### Aim of the task:
All of the data below should be repeated exactly. Pictures should not be included.

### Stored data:
-=-=-=-=-

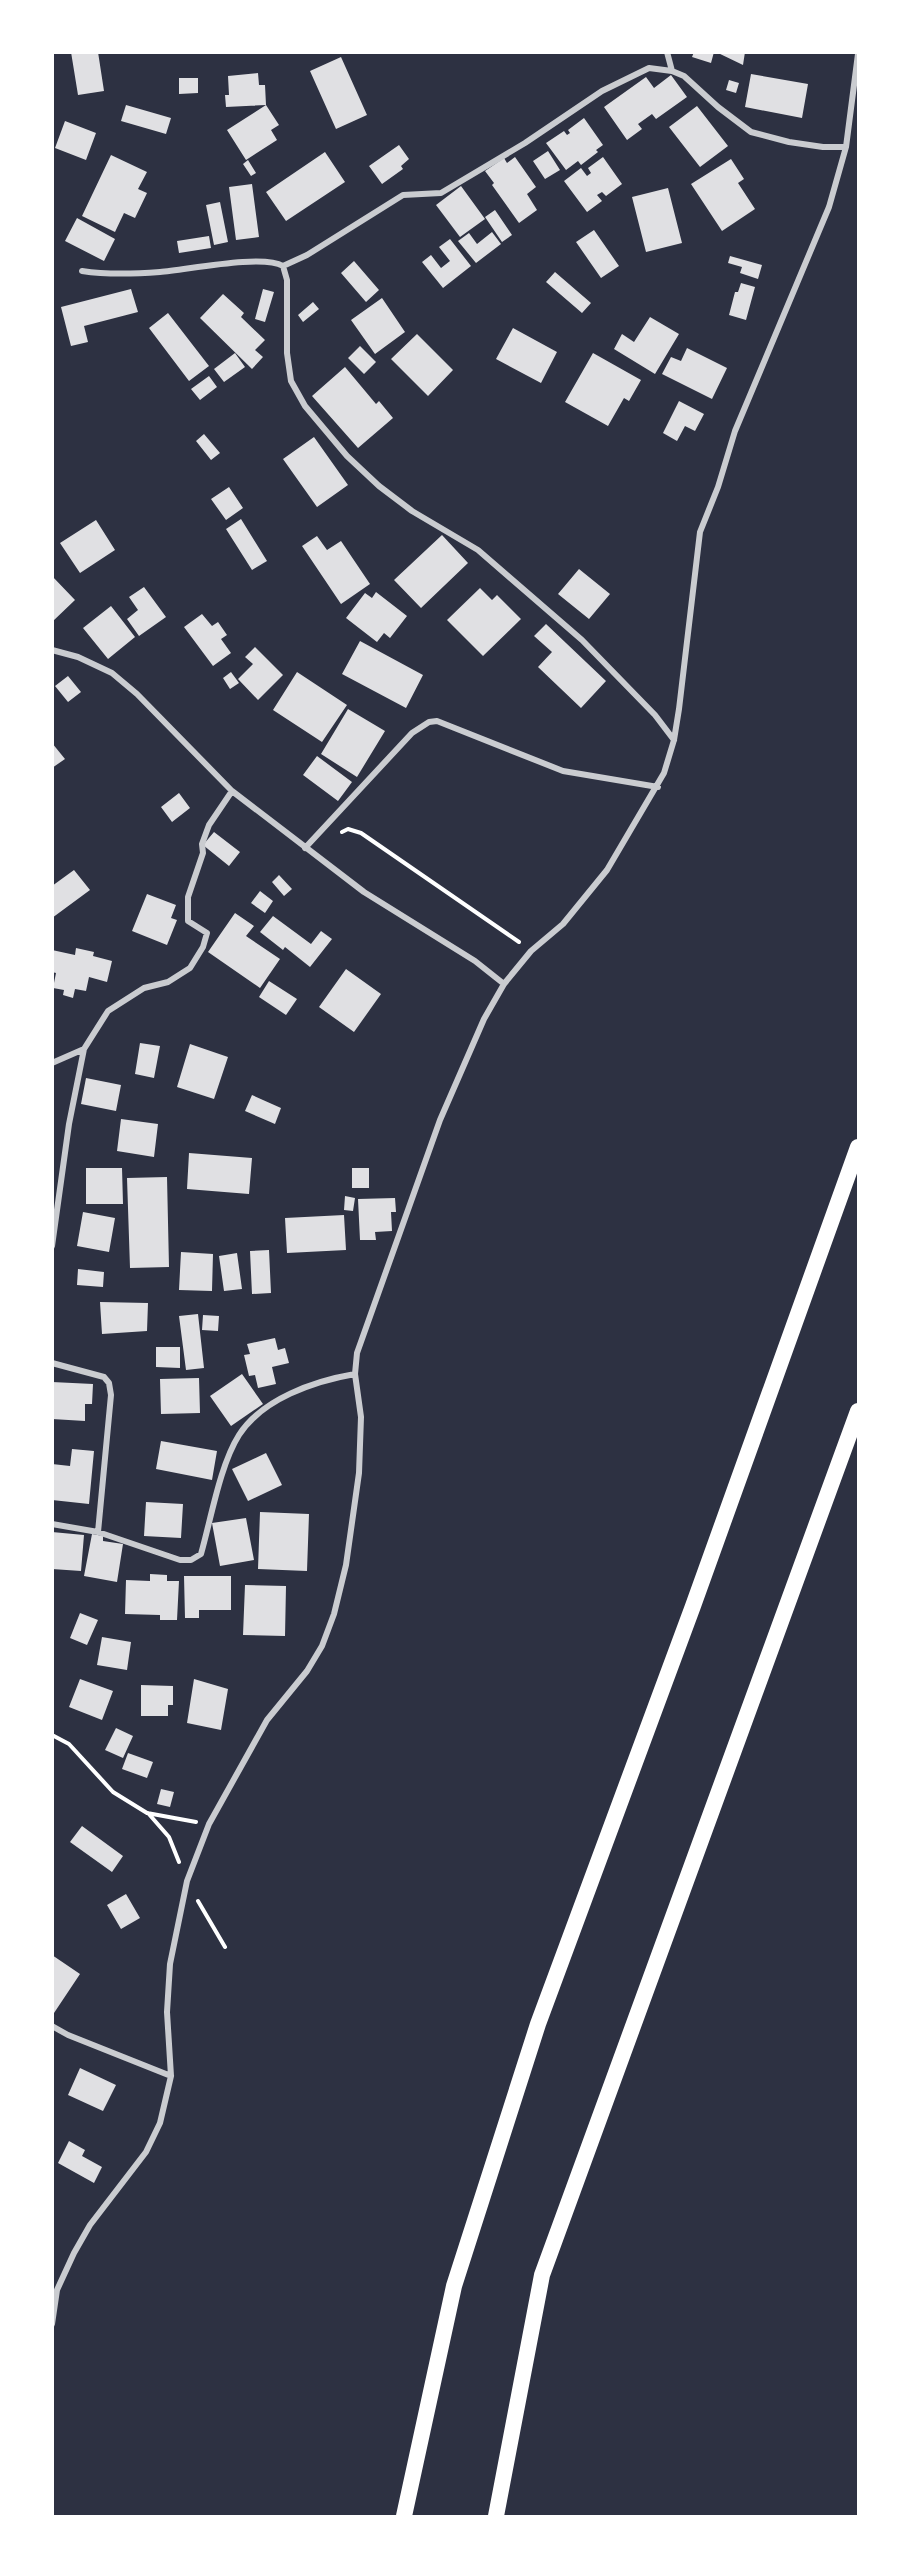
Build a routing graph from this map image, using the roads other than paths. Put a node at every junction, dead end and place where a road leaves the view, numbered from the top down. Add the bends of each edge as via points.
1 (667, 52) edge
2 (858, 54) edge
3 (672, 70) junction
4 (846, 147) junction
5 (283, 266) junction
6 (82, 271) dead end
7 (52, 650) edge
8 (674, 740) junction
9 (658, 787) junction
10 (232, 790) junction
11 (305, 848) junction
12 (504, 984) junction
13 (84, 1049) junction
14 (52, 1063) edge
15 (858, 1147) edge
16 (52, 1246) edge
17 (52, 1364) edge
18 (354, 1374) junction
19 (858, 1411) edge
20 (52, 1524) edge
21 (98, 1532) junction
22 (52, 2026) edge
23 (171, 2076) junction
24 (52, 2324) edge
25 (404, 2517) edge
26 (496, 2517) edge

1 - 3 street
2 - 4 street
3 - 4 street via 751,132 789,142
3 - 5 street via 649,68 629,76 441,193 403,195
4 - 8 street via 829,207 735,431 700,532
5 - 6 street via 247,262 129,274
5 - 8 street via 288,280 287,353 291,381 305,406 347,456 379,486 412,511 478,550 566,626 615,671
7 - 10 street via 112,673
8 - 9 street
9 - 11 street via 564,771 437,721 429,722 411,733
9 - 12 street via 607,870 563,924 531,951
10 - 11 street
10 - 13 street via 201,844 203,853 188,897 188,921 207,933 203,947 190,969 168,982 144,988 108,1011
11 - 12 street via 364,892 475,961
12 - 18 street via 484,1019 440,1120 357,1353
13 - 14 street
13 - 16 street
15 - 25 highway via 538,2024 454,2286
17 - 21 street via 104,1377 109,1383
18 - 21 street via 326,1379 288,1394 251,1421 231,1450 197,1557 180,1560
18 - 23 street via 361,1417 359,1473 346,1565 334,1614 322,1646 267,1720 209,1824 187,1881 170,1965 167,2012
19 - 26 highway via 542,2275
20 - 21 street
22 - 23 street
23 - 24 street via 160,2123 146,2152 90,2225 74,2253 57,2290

-=-=-=-=-

### Output of the exercise:
Build a routing graph from this map image, using the roads other than paths. Put a node at every junction, dead end and place where a road leaves the view, numbered from the top down. Add the bends of each edge as via points.
1 (667, 52) edge
2 (858, 54) edge
3 (672, 70) junction
4 (846, 147) junction
5 (283, 266) junction
6 (82, 271) dead end
7 (52, 650) edge
8 (674, 740) junction
9 (658, 787) junction
10 (232, 790) junction
11 (305, 848) junction
12 (504, 984) junction
13 (84, 1049) junction
14 (52, 1063) edge
15 (858, 1147) edge
16 (52, 1246) edge
17 (52, 1364) edge
18 (354, 1374) junction
19 (858, 1411) edge
20 (52, 1524) edge
21 (98, 1532) junction
22 (52, 2026) edge
23 (171, 2076) junction
24 (52, 2324) edge
25 (404, 2517) edge
26 (496, 2517) edge

1 - 3 street
2 - 4 street
3 - 4 street via 751,132 789,142
3 - 5 street via 649,68 629,76 441,193 403,195
4 - 8 street via 829,207 735,431 700,532
5 - 6 street via 247,262 129,274
5 - 8 street via 288,280 287,353 291,381 305,406 347,456 379,486 412,511 478,550 566,626 615,671
7 - 10 street via 112,673
8 - 9 street
9 - 11 street via 564,771 437,721 429,722 411,733
9 - 12 street via 607,870 563,924 531,951
10 - 11 street
10 - 13 street via 201,844 203,853 188,897 188,921 207,933 203,947 190,969 168,982 144,988 108,1011
11 - 12 street via 364,892 475,961
12 - 18 street via 484,1019 440,1120 357,1353
13 - 14 street
13 - 16 street
15 - 25 highway via 538,2024 454,2286
17 - 21 street via 104,1377 109,1383
18 - 21 street via 326,1379 288,1394 251,1421 231,1450 197,1557 180,1560
18 - 23 street via 361,1417 359,1473 346,1565 334,1614 322,1646 267,1720 209,1824 187,1881 170,1965 167,2012
19 - 26 highway via 542,2275
20 - 21 street
22 - 23 street
23 - 24 street via 160,2123 146,2152 90,2225 74,2253 57,2290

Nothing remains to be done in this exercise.